Example 4: A study was conducted on the retention of preservative of a solution that contained 0.5% thymolol maleate and 0.01% benzalkonium chloride. A commercial membrane of PVDF of 0.2 μm and 13 mmφ had been included in the container. The percentage of benzalkonium chloride retained at the end of the application of 5 ml. of the cited solution was 90%, without observing any retention of the active principle.
Example 5: A study was conducted on the retention of preservative of a solution that contained 4% sodium chromoglycate and 0.1% benzalkonium chloride. A commercial membrane of PVDF of 0.45 μm and 13 mmφ had been included in the container. The percentage of benzalkonium chloride retained at the end of the application of 5 ml. of the cited solution was 45%, without observing any retention of the active principle.

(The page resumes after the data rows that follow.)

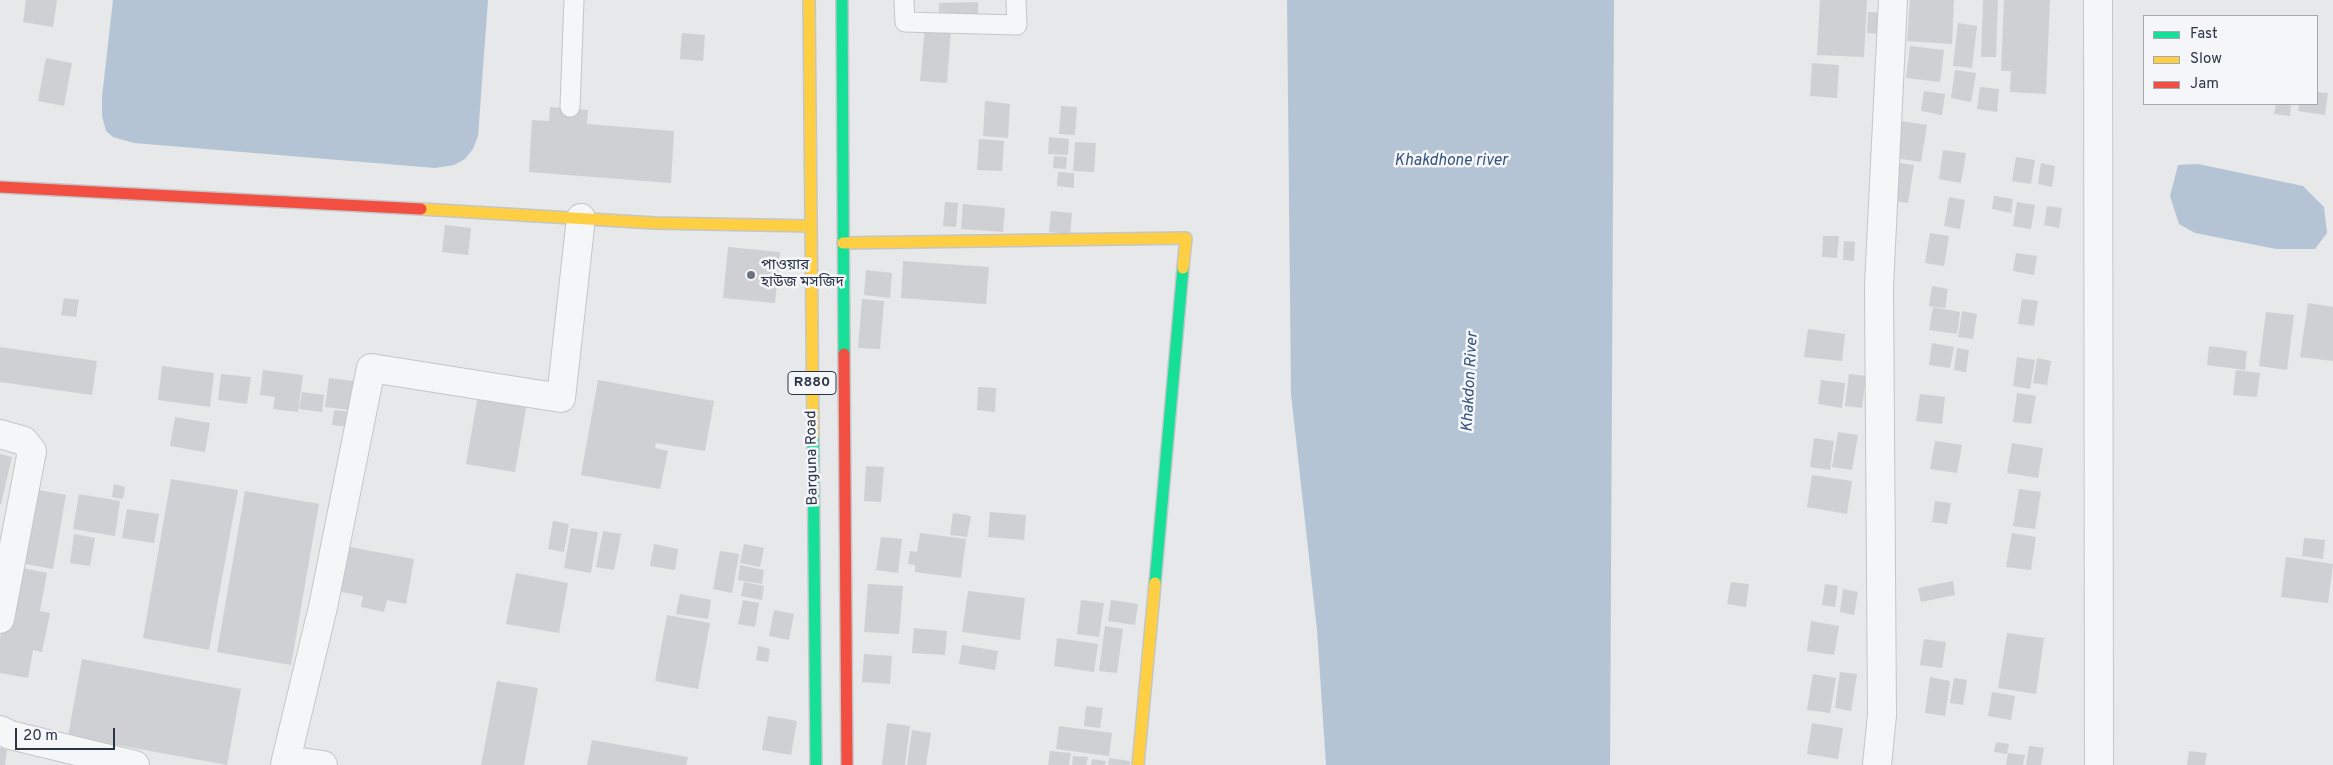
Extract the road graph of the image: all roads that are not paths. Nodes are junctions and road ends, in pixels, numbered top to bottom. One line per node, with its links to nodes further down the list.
1 (574, 0): 8 (lane)
2 (809, 0): 11 (street, Barguna Road / R880)
3 (842, 0): 12 (street, R880)
4 (904, 0): 5 (lane)
5 (1016, 0)
6 (1893, 0): 22 (street)
7 (2098, 0): 23 (street)
8 (570, 107)
9 (0, 187): 10 (street)
10 (581, 218): 11 (street); 16 (street)
11 (811, 226): 19 (street, Barguna Road / R880)
12 (843, 243): 20 (street, R880); 21 (street)
13 (0, 434): 14 (street)
14 (0, 620)
15 (0, 730): 17 (street)
16 (286, 763): 18 (street)
17 (135, 765)
18 (323, 765)
19 (816, 765)
20 (847, 765)
21 (1138, 765)
22 (1878, 765)
23 (2099, 765)

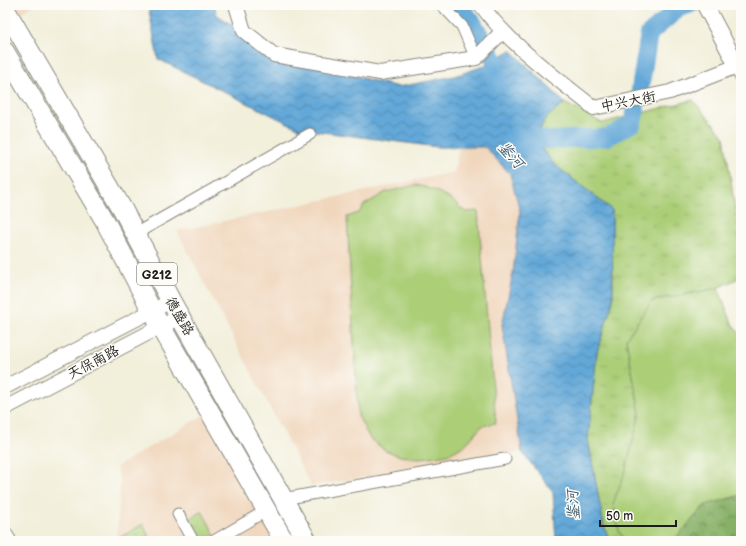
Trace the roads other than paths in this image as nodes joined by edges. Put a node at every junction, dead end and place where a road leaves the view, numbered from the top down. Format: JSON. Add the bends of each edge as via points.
{"nodes":[{"id":1,"x":236,"y":5,"type":"edge"},
{"id":2,"x":442,"y":5,"type":"edge"},
{"id":3,"x":481,"y":5,"type":"edge"},
{"id":4,"x":705,"y":5,"type":"edge"},
{"id":5,"x":5,"y":9,"type":"edge"},
{"id":6,"x":503,"y":31,"type":"junction"},
{"id":7,"x":6,"y":55,"type":"edge"},
{"id":8,"x":476,"y":58,"type":"junction"},
{"id":9,"x":740,"y":68,"type":"edge"},
{"id":10,"x":310,"y":134,"type":"dead end"},
{"id":11,"x":136,"y":234,"type":"junction"},
{"id":12,"x":176,"y":309,"type":"junction"},
{"id":13,"x":157,"y":318,"type":"junction"},
{"id":14,"x":5,"y":387,"type":"edge"},
{"id":15,"x":5,"y":408,"type":"edge"},
{"id":16,"x":505,"y":459,"type":"dead end"},
{"id":17,"x":283,"y":499,"type":"junction"},
{"id":18,"x":267,"y":510,"type":"junction"},
{"id":19,"x":178,"y":514,"type":"dead end"},
{"id":20,"x":5,"y":531,"type":"edge"},
{"id":21,"x":11,"y":541,"type":"edge"},
{"id":22,"x":193,"y":541,"type":"edge"},
{"id":23,"x":214,"y":541,"type":"edge"},
{"id":24,"x":284,"y":541,"type":"edge"},
{"id":25,"x":307,"y":541,"type":"edge"}],
"edges":[{"from":1,"to":8,"type":"street","via":[[244,32],[274,55],[380,73]]},
{"from":2,"to":8,"type":"street","via":[[462,26]]},
{"from":3,"to":6,"type":"street","name":"中兴大街"},
{"from":4,"to":9,"type":"main road"},
{"from":5,"to":11,"type":"highway","name":"德盛路","number":"G212"},
{"from":6,"to":8,"type":"street"},
{"from":6,"to":9,"type":"street","name":"中兴大街","via":[[535,61],[594,108],[670,92]]},
{"from":7,"to":13,"type":"highway","number":"G212","via":[[105,222]]},
{"from":10,"to":11,"type":"street"},
{"from":11,"to":12,"type":"highway","name":"德盛路","number":"G212"},
{"from":12,"to":13,"type":"street","name":"天保南路"},
{"from":12,"to":17,"type":"highway","name":"德盛路","number":"G212"},
{"from":13,"to":14,"type":"street","name":"天保南路"},
{"from":13,"to":15,"type":"street","name":"天保南路"},
{"from":13,"to":18,"type":"highway","number":"G212"},
{"from":16,"to":17,"type":"street"},
{"from":17,"to":25,"type":"highway","name":"德盛路","number":"G212"},
{"from":18,"to":23,"type":"street"},
{"from":18,"to":24,"type":"highway","number":"G212"},
{"from":19,"to":22,"type":"street"},
{"from":20,"to":21,"type":"street"}]}
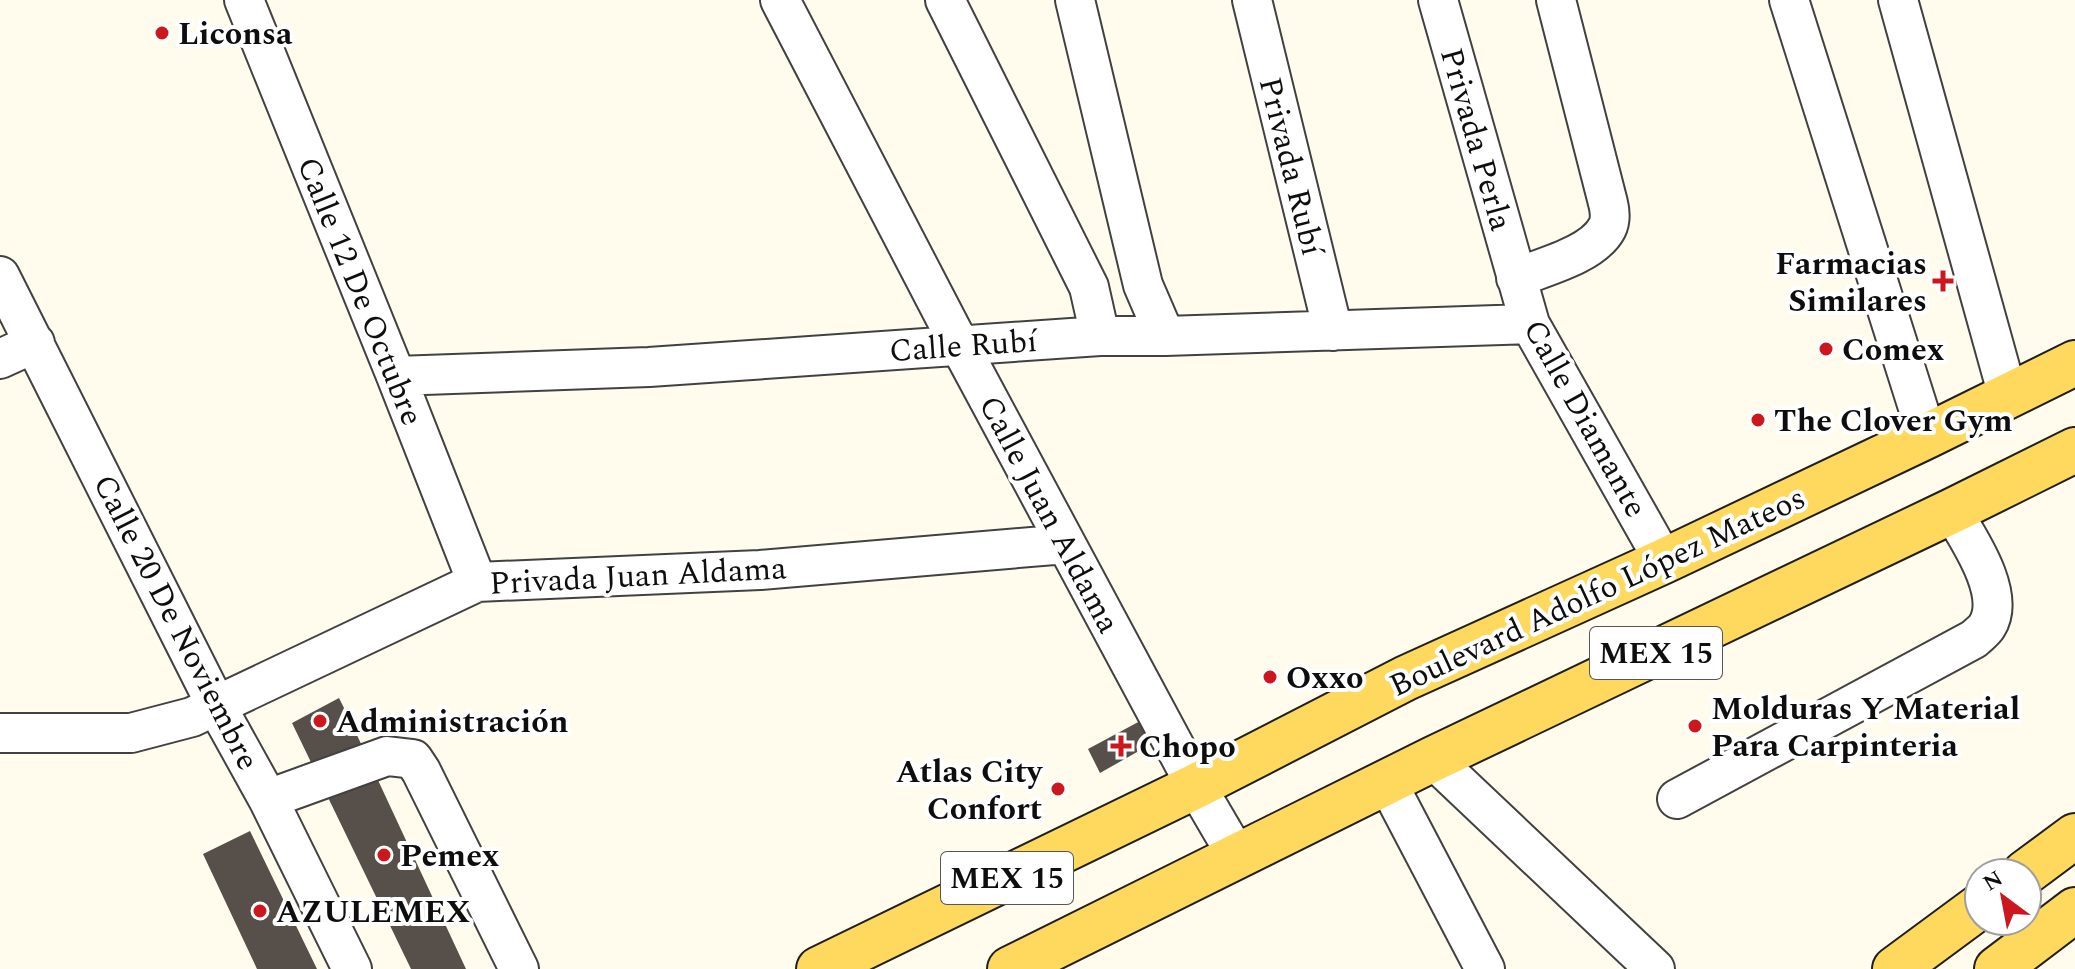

Example 6: A study was conducted on the retention of preservative of a solution that contained 4% sodium chromoglycate and 0.01% benzalkonium chloride. A commercial membrane of PVDF of 0.22 μm and 13 mmφ had been included in the container. The percentage of benzalkonium chloride retained at the end of the application of 5 ml of the cited solution was 48%, without observing any retention of the active principle.